> **Work task**: Filter the material below down to the lines containing the word "lane".
-- Opening Marker --
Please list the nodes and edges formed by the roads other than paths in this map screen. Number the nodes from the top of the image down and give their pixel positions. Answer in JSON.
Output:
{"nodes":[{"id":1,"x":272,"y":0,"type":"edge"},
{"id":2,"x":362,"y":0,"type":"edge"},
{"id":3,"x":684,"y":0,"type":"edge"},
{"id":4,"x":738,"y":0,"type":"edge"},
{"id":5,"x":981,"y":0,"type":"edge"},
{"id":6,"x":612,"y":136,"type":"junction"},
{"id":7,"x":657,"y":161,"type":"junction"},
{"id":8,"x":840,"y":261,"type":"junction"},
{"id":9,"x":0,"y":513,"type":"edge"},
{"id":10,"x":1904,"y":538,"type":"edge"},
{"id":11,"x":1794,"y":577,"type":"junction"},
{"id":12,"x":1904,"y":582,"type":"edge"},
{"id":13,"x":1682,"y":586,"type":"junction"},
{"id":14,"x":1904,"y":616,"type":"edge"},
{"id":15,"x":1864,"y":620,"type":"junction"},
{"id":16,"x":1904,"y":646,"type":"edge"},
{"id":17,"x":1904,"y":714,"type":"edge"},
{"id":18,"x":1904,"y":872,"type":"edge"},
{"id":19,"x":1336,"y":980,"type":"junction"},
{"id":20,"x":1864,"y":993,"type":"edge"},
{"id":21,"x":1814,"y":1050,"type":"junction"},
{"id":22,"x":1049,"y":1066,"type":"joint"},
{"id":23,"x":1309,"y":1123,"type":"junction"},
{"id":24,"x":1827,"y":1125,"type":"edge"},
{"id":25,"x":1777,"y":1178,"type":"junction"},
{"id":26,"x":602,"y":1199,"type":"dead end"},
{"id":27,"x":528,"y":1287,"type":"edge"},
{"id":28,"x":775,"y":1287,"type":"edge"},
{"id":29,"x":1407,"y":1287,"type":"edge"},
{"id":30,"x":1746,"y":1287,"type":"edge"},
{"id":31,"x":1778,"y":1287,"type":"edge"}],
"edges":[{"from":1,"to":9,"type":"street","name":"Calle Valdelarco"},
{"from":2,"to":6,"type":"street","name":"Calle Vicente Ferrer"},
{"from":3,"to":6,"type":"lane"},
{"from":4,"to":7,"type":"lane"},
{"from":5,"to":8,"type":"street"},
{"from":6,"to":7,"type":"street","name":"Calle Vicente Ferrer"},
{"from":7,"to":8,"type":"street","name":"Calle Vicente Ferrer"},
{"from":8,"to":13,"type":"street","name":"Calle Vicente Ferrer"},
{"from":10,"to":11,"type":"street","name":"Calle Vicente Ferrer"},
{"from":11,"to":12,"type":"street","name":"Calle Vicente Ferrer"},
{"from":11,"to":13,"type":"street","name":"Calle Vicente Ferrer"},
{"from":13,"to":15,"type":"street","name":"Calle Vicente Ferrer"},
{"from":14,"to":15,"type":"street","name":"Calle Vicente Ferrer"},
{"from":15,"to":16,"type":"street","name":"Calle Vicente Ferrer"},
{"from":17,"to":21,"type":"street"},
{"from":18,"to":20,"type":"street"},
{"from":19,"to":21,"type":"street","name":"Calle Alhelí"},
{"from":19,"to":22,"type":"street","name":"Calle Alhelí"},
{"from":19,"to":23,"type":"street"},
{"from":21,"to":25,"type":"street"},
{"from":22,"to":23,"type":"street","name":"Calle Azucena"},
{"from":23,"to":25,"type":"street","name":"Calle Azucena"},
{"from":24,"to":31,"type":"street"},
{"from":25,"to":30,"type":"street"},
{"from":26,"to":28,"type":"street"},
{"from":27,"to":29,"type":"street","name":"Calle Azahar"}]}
-- Closing Marker --
> **Response to this task**:
{"from":3,"to":6,"type":"lane"},
{"from":4,"to":7,"type":"lane"},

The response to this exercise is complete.